**Saved data entries:**
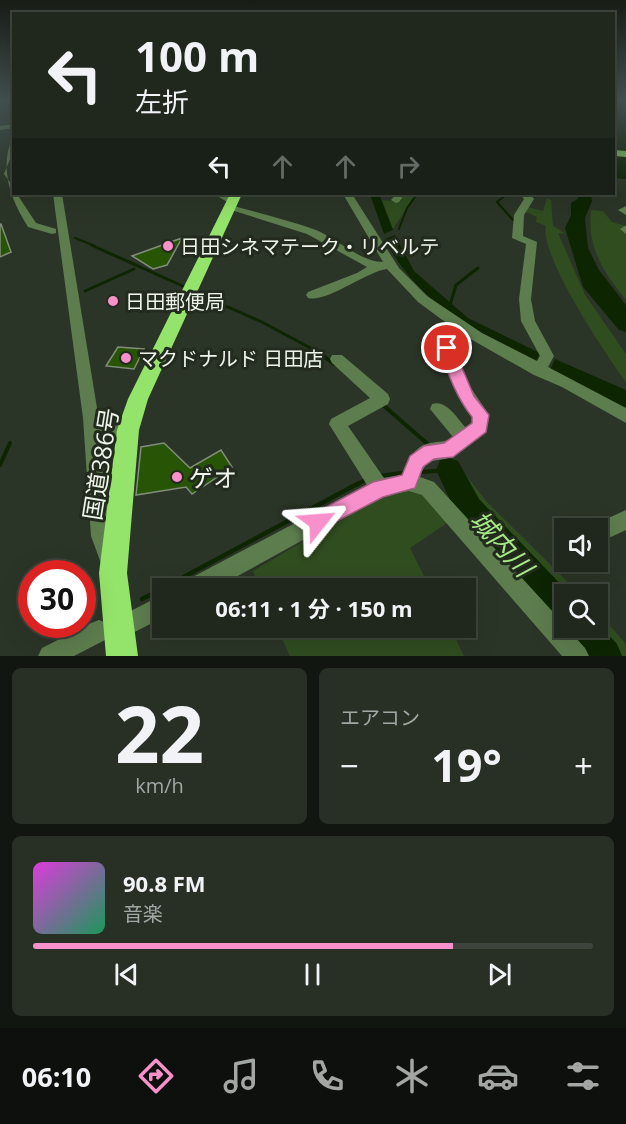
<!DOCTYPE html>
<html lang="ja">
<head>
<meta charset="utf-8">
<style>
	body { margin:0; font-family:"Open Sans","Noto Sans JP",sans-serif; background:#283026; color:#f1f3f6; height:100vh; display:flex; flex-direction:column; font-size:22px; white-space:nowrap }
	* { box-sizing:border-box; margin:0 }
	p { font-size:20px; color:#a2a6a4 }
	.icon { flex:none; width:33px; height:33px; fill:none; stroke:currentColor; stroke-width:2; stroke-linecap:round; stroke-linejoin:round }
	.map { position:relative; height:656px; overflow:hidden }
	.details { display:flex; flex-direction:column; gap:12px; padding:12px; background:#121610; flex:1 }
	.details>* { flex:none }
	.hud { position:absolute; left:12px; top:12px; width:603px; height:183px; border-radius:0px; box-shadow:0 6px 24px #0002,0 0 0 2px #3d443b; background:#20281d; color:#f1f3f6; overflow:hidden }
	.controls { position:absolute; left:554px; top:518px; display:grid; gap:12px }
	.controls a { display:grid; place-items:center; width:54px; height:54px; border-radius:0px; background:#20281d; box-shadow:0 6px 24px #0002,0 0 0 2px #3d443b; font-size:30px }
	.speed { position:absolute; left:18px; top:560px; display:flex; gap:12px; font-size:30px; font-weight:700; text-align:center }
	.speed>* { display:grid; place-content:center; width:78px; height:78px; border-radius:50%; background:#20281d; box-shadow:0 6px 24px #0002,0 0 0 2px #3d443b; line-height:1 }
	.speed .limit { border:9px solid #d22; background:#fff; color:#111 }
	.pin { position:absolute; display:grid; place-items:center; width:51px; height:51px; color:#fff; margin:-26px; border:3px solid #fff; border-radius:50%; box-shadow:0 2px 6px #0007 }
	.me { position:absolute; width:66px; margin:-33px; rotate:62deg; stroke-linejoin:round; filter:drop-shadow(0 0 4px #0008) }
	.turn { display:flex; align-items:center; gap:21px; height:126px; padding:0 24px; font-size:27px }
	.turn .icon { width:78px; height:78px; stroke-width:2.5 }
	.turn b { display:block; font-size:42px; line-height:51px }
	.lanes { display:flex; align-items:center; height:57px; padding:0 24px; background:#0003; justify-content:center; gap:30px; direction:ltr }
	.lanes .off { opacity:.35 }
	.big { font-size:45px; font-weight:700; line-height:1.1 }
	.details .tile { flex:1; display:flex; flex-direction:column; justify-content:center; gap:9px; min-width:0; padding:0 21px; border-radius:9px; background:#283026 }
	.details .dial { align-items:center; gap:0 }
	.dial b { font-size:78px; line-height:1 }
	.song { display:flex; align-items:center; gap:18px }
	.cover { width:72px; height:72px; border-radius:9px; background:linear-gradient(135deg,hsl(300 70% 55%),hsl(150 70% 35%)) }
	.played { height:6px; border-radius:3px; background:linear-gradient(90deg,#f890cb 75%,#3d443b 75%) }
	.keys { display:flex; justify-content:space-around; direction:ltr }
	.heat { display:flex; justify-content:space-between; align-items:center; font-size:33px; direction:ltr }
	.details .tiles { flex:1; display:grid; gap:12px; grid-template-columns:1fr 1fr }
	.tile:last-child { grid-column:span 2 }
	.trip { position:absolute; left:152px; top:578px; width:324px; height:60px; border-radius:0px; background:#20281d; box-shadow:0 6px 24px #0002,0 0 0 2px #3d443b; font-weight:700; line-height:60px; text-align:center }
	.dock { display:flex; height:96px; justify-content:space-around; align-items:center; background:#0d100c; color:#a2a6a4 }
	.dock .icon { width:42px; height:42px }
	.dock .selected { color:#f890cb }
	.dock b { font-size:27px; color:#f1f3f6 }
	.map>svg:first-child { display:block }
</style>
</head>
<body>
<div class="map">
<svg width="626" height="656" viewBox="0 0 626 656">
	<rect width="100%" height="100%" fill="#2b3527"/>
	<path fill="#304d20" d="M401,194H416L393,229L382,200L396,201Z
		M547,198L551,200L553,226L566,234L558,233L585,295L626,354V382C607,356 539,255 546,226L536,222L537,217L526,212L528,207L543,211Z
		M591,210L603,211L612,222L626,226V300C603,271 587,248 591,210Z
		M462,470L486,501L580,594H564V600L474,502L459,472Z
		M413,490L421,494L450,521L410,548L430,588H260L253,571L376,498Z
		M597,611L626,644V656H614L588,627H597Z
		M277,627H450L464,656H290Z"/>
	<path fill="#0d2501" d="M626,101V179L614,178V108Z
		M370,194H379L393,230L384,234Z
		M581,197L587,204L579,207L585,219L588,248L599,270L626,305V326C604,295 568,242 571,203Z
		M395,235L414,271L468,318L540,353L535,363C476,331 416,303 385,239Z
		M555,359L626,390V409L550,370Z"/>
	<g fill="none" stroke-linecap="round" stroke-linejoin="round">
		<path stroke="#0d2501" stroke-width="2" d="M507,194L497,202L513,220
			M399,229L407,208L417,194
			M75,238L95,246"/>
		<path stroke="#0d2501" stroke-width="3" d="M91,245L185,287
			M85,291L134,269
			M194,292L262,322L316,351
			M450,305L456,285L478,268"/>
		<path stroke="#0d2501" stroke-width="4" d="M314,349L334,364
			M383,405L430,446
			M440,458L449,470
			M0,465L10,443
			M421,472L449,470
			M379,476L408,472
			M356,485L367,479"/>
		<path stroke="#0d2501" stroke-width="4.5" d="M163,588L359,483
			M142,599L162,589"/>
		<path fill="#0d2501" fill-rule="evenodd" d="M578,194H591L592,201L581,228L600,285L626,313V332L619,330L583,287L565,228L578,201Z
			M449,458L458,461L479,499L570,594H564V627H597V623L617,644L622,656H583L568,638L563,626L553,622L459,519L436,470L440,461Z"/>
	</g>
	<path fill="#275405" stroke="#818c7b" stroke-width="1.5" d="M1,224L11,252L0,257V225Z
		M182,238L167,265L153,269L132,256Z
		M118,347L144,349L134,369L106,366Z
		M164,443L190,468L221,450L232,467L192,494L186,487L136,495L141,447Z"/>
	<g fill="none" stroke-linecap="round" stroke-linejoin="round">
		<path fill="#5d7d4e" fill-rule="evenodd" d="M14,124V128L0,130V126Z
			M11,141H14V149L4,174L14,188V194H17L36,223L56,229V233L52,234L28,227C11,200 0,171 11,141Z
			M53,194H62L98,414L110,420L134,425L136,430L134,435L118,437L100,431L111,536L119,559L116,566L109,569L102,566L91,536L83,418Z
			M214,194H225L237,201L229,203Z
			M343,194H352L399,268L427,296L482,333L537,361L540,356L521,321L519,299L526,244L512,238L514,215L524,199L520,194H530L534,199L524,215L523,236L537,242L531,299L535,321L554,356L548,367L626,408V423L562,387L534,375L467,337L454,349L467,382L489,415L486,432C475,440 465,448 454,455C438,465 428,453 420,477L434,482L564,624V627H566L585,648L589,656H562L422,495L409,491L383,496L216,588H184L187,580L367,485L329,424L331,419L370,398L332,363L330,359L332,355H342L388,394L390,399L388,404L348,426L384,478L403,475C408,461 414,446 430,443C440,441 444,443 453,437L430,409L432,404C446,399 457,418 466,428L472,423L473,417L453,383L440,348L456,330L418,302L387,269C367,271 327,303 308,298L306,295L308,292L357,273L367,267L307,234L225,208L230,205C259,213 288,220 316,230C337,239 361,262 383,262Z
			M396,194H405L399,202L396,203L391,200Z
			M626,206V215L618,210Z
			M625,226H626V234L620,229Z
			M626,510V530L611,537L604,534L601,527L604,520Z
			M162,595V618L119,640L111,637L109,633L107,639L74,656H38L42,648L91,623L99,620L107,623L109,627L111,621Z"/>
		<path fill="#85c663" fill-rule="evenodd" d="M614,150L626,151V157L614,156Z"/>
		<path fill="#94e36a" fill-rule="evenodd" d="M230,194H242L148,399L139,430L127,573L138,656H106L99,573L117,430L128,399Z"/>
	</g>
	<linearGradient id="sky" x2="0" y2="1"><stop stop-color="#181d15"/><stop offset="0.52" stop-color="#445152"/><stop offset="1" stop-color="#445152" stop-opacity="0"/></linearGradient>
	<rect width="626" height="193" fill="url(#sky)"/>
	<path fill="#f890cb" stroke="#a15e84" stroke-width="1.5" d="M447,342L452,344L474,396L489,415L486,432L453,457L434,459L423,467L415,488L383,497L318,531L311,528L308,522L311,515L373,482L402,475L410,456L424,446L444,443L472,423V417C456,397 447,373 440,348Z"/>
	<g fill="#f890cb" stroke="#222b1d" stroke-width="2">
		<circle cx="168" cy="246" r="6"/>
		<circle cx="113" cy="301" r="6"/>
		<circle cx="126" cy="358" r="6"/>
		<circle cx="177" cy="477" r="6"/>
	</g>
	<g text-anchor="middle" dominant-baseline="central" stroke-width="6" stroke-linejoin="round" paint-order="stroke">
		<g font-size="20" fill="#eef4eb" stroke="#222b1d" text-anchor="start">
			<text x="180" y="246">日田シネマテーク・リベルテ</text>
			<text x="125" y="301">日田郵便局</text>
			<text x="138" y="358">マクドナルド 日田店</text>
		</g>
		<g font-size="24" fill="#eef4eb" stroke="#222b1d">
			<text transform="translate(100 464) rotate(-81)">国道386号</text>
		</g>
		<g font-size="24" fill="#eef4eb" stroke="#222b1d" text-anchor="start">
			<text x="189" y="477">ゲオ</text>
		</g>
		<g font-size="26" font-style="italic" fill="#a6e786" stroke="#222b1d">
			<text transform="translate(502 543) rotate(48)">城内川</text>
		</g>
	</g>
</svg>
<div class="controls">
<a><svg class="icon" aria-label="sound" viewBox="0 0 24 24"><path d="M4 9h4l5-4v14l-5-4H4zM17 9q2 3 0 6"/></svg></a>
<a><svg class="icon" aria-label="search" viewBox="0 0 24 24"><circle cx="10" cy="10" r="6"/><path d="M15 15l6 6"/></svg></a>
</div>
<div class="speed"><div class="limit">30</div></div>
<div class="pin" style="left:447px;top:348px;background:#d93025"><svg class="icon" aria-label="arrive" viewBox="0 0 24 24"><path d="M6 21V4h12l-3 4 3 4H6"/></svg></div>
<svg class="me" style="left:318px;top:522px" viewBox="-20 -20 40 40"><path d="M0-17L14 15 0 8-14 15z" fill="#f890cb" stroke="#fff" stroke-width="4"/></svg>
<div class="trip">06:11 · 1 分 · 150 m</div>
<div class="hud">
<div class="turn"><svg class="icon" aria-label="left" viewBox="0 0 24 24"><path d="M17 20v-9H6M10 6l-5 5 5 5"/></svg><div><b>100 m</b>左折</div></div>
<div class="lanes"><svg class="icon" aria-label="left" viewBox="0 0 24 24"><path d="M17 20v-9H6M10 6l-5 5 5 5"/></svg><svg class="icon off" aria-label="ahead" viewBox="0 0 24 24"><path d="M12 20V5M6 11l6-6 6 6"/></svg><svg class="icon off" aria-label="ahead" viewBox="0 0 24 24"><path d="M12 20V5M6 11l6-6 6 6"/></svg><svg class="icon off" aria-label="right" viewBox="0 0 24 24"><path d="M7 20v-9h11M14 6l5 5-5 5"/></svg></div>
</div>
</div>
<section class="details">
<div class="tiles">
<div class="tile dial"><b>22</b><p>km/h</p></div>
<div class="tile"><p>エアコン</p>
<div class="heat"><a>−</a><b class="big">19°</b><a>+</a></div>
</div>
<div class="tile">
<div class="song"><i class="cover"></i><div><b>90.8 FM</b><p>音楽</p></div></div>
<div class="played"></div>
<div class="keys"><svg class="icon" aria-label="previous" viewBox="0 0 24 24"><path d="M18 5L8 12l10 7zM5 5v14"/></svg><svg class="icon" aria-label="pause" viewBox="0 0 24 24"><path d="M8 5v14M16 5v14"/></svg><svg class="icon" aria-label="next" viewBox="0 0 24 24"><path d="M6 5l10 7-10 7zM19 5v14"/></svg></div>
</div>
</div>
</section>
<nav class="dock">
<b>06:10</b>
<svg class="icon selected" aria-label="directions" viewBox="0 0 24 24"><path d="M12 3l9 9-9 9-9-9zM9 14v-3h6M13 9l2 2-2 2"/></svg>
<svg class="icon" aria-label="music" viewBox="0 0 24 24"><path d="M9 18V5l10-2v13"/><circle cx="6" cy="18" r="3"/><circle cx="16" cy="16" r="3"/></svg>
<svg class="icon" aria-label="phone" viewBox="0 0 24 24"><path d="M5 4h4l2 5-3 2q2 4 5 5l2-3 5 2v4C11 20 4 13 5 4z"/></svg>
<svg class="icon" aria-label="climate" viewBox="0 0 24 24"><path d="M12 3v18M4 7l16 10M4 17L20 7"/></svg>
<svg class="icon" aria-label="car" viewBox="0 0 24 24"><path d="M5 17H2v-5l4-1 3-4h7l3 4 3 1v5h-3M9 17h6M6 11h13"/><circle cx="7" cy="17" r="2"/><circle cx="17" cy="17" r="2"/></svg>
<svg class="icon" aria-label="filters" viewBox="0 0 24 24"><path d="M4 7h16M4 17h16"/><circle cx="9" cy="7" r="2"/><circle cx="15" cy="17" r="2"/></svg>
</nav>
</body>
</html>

--

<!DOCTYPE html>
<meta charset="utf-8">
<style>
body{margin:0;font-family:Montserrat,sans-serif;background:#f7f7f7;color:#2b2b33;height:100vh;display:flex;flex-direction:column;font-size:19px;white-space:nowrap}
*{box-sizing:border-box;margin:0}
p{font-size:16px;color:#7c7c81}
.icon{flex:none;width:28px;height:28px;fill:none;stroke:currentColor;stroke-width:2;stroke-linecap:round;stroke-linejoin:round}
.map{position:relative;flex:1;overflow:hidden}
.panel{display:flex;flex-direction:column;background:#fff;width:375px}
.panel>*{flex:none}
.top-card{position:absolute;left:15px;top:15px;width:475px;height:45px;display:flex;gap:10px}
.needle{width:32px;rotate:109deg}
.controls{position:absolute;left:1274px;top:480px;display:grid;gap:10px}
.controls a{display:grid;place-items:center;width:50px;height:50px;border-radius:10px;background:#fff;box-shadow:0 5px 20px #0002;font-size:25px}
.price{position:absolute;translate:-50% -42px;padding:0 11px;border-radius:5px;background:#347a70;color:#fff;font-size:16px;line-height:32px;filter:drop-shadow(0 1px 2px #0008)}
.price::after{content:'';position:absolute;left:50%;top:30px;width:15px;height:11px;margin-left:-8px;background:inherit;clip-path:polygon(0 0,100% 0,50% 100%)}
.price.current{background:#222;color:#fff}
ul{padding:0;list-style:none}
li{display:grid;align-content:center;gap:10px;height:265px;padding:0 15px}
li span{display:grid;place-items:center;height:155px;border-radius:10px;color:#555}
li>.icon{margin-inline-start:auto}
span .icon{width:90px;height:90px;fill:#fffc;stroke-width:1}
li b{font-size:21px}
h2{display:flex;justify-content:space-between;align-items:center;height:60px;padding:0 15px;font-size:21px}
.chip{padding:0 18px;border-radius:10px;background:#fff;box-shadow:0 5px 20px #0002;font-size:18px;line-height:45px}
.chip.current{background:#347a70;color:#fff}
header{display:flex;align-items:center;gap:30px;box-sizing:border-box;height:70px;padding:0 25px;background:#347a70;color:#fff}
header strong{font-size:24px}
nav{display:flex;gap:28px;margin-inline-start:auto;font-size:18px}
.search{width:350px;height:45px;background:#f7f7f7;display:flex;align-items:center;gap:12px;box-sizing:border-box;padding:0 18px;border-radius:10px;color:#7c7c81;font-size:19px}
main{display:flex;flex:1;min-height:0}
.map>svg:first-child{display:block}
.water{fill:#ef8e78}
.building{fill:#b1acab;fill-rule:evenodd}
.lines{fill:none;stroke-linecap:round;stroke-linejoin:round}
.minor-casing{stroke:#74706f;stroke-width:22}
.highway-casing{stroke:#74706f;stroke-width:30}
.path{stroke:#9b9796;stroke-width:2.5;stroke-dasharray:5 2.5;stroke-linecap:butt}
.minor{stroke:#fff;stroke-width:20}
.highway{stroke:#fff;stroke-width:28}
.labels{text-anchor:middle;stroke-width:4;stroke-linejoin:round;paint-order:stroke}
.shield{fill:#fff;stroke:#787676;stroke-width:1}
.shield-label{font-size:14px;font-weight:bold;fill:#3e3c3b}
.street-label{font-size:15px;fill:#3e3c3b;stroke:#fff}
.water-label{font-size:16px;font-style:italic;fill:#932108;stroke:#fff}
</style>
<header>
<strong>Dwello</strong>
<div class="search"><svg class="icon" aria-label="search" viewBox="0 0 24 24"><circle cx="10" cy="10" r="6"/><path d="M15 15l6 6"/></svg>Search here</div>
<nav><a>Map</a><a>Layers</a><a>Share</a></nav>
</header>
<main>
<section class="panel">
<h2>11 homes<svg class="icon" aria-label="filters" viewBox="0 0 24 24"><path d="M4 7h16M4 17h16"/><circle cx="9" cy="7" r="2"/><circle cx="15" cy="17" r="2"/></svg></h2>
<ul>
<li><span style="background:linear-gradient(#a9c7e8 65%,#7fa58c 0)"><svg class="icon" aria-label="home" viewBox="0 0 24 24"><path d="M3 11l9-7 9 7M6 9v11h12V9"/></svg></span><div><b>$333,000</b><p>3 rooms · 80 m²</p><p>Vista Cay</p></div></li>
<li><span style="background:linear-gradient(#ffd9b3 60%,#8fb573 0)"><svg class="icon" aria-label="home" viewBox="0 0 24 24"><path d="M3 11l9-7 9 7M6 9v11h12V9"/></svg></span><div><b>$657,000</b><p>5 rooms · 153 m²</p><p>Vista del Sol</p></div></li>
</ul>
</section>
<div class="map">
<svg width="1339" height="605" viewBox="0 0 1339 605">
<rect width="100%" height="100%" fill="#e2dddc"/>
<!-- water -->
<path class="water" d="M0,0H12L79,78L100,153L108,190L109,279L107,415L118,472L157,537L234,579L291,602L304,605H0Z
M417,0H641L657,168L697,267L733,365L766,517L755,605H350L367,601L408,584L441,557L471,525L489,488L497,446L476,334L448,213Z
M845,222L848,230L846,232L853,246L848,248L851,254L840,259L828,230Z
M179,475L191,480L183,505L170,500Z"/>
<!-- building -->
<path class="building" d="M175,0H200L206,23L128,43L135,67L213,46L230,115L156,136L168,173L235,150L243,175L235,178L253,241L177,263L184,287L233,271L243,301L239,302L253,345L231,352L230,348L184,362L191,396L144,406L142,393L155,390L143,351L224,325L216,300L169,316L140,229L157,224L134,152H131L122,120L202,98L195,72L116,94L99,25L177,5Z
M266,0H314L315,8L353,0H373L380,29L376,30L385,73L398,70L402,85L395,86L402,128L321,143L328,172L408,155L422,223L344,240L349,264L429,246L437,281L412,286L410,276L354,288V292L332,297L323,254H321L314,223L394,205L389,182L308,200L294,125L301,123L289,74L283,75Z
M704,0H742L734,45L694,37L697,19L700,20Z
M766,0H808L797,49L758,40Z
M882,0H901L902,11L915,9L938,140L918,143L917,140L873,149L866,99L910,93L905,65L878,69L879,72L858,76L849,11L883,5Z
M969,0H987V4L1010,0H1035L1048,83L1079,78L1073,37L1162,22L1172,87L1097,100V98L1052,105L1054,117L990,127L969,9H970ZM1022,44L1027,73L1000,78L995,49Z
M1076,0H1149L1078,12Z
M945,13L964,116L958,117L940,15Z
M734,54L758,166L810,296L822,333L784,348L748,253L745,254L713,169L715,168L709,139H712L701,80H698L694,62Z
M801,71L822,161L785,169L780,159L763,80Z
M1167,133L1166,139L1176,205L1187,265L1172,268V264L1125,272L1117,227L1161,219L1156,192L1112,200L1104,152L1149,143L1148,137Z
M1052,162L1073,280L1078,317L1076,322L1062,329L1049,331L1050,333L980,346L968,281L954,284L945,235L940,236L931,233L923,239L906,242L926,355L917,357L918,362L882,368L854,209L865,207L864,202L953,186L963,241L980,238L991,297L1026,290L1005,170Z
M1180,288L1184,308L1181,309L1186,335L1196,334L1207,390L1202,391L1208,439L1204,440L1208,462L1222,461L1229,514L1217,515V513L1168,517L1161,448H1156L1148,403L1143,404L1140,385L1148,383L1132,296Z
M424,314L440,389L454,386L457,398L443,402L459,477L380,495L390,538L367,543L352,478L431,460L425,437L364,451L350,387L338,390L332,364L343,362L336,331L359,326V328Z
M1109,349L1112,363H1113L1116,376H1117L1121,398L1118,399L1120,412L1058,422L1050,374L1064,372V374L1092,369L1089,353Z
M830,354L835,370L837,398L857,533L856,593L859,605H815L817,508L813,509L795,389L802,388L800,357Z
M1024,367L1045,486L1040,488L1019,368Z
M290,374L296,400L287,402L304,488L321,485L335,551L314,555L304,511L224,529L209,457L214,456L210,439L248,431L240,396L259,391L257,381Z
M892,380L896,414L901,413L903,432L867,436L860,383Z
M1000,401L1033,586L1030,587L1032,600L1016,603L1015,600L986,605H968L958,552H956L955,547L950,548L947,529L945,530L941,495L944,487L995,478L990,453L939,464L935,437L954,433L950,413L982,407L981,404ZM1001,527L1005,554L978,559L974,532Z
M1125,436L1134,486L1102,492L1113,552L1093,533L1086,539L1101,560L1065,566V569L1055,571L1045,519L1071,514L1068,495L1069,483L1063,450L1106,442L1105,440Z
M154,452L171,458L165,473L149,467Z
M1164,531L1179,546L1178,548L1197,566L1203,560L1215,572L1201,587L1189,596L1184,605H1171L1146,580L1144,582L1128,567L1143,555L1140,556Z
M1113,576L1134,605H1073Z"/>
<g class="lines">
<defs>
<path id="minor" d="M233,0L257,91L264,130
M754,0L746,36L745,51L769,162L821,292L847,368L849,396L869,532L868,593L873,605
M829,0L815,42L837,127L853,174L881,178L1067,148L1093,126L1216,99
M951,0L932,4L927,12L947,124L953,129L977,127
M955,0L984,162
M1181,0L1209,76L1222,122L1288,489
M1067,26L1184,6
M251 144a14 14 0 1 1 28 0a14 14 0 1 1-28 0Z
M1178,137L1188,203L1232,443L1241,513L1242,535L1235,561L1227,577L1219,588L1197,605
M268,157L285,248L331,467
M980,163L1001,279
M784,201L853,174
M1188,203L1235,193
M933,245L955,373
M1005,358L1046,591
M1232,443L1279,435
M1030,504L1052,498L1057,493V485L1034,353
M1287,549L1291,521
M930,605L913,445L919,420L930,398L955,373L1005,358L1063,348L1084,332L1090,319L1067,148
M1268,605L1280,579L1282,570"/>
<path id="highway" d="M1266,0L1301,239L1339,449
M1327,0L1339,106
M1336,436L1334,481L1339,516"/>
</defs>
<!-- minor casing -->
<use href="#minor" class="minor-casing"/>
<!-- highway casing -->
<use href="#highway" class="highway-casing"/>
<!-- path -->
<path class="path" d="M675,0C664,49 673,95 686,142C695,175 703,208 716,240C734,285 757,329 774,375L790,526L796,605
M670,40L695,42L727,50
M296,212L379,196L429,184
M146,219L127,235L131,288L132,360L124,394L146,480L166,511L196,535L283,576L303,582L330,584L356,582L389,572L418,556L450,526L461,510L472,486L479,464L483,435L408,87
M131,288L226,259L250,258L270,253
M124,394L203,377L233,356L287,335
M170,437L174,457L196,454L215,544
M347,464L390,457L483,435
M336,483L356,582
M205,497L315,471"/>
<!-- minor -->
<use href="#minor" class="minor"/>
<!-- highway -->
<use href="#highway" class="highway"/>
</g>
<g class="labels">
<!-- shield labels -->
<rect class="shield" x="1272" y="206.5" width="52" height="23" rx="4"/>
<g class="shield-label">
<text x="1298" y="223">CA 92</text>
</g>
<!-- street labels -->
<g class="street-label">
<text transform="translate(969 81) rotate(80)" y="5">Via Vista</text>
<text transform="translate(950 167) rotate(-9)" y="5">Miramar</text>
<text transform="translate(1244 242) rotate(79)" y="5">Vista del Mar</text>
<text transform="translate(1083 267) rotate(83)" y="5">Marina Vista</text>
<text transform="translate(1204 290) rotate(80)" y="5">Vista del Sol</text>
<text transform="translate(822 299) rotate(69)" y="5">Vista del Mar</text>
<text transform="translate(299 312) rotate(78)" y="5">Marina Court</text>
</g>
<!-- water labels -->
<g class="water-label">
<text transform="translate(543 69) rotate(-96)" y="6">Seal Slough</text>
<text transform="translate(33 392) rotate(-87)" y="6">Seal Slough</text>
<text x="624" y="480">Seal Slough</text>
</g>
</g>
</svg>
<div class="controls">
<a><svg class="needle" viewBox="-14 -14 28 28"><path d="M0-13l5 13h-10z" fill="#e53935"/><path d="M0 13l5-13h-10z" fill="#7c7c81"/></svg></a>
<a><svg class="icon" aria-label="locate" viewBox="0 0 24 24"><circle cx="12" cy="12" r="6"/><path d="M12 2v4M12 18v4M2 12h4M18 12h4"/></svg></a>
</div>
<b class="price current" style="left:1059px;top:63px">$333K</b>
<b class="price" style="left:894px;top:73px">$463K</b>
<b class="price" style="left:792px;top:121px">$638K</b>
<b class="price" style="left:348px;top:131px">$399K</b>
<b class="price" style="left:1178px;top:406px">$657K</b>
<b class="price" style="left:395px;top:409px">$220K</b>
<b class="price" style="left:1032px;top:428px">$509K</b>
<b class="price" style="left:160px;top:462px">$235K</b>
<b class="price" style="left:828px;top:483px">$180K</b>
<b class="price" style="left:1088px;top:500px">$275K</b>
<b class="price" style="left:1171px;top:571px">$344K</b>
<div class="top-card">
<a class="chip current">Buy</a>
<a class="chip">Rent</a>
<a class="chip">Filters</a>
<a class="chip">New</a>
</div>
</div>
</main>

**ABOUT THIS EXERCISE:**
Read the entries above, then pull out the lines that include "panel".

**RESULT OF THIS EXERCISE:**
.panel{display:flex;flex-direction:column;background:#fff;width:375px}
.panel>*{flex:none}
<section class="panel">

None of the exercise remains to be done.